Il y avait comme une maldonne. Le  pays se retrouve avec des disparités criardes entre le littoral et les régions de l’intérieur. Et elles appellent rectification. Et c’est inévitable. En dehors de la dernière décennie, l’investissement public bon an mal an, était au rendez-vous.

Le rythme et l’allocation ont peut être manqué de coordination.  Pour rechercher les raisons à cette contreperformance Afif Chelbi recommande d’étudier les expériences de pays compétiteurs.
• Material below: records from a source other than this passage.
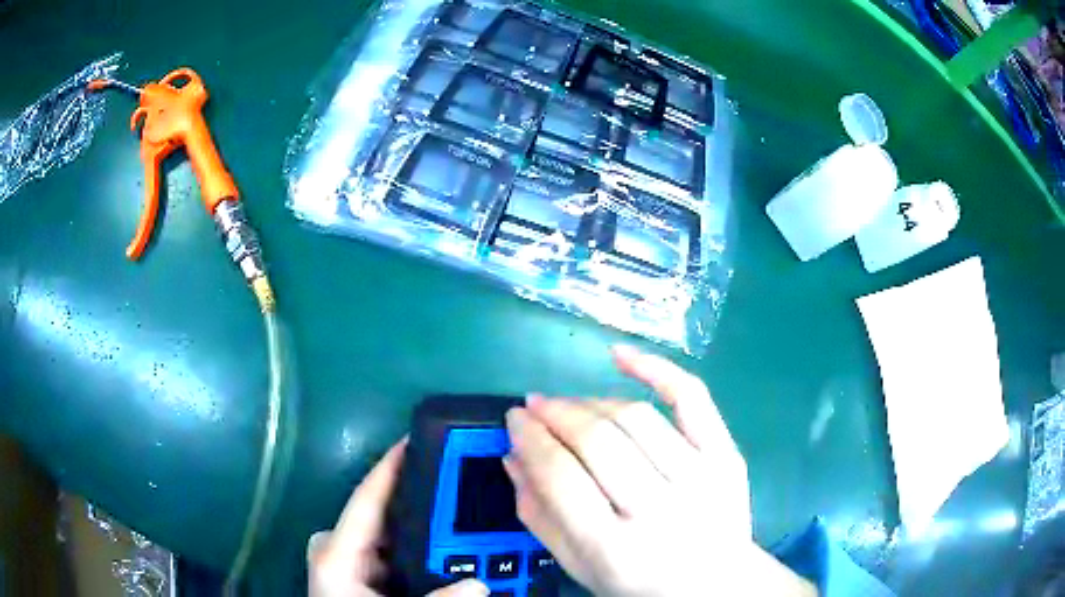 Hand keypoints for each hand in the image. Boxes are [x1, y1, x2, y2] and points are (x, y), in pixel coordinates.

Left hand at [308, 440, 488, 596]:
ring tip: (468, 516)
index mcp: (337, 553)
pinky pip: (398, 553)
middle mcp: (341, 550)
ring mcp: (352, 564)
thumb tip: (479, 584)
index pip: (368, 497)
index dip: (393, 465)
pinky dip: (424, 550)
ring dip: (428, 529)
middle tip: (465, 481)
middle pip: (386, 514)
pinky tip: (452, 554)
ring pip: (395, 535)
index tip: (422, 436)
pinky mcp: (364, 577)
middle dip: (424, 499)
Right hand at [504, 346, 816, 596]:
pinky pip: (691, 398)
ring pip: (634, 417)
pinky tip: (620, 355)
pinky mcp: (726, 455)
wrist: (716, 585)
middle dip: (555, 414)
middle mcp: (661, 511)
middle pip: (596, 441)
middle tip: (535, 406)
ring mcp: (701, 478)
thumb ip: (540, 517)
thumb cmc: (641, 584)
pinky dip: (655, 368)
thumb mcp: (580, 566)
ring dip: (590, 401)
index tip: (514, 419)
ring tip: (570, 404)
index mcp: (615, 549)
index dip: (530, 438)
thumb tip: (513, 456)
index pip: (560, 476)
Et cet exercice d’économie comparée fait apparaître dit Afif Chelbi,  un déficit de gouvernance dans la conduite du développement régional, en Tunisie.
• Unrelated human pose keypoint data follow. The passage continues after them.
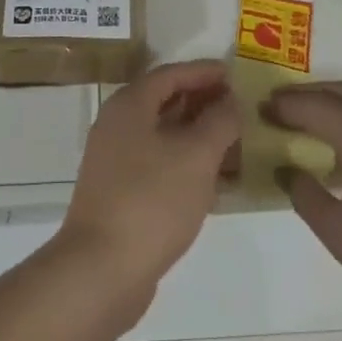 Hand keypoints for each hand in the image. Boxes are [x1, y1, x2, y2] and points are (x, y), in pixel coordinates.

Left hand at [59, 60, 241, 297]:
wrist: (101, 269)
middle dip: (203, 103)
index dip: (204, 71)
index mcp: (130, 105)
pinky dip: (187, 164)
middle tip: (240, 108)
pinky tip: (216, 182)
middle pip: (165, 102)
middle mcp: (118, 125)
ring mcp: (116, 161)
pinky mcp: (121, 193)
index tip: (235, 74)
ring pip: (164, 136)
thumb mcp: (196, 155)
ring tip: (236, 144)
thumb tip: (230, 101)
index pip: (171, 74)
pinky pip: (160, 164)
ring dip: (198, 136)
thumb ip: (219, 122)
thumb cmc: (151, 200)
L’idéal serait selon l’ancien ministre, de penser à trois têtes, le public, le privé et l’international à savoir les IDE. Le profil adéquat serait un Etat Développementiste, stratége dument accompagné par le secteur privé et les IDE.

Cette configuration avait été lancée avant le 14 janvier avec un plan comportant 10 grands projets structurants dans 8 gouvernorats de l’intérieur avec un réseau autoroutier médian transitant par Kairouan. A titre d’exemple, l’usine  Yasaki à Gafsa et Kromberg et Schubert à Beja faisaient partie de ce plan.

Au final on pensait, rééquilibrer les régions. L’ennui est que le  14 janvier est venu tout chambouler. Dix ans plus tard, l’Etat se trouve en crise avec des fondamentaux ravagés. Le titre II est à son étiage. Que faire?

Repenser un plan de développement

Inlassablement,  Afif Chelbi remet l’ouvrage sur le métier dressant un plan en 8 points. C’est un hybride car il combine une sortie de crise avec un programme de déploiement économique. Il le chiffre à 30 milliards de TND qu’il affecte en trois tiers, entre le public, le privé et le multilatéral.

Pas de panique laisse entendre Afif Chelbi, Il ne faut pas se laisser effrayer par le chiffre déjà qu’il existe 5 milliards de TND qui sont disponibles et en attente d’affectation. Ce plan possède une consistance  car il transcende la simple vision de croissance laquelle ne concerne que le niveau de vie et cible le développement, c’est-à-dire le cadre de vie.

Ce plan a pour points d’ancrage la promotion de dix pôles urbains d’attractivité à implanter sur les profondeurs du territoire de sorte à désenclaver les régions les plus reculées. Ce maillage étendu pourrait innerver la pays ce qui serait propice à une vigueur économique.

De la sorte on pourrait espérer reconfigurer de manière efficiente et équitable la physionomie du pays. Cette activation économique est assortie de prérequis notamment la mise sur pied de la banque des régions et d’une recommandation quant au titre II. L’Etat réserverait ses allocations budgétaires aux services sociaux et aux investissements d’appui aux entreprises.

Une option de raison

Afif Chelbi penche pour un Etat libéral dans le sens vertueux du terme. A l’Etat,  l’obligation d’optimisation du cadre de vie. A l’initiative privée, d’investir dans le champ concurrentiel. C’est dans l’air du temps. Cela aussi pourrait impliquer la privatisation raisonnée du secteur public à l’exclusion des activités stratégiques qui touchent à la souveraineté nationale.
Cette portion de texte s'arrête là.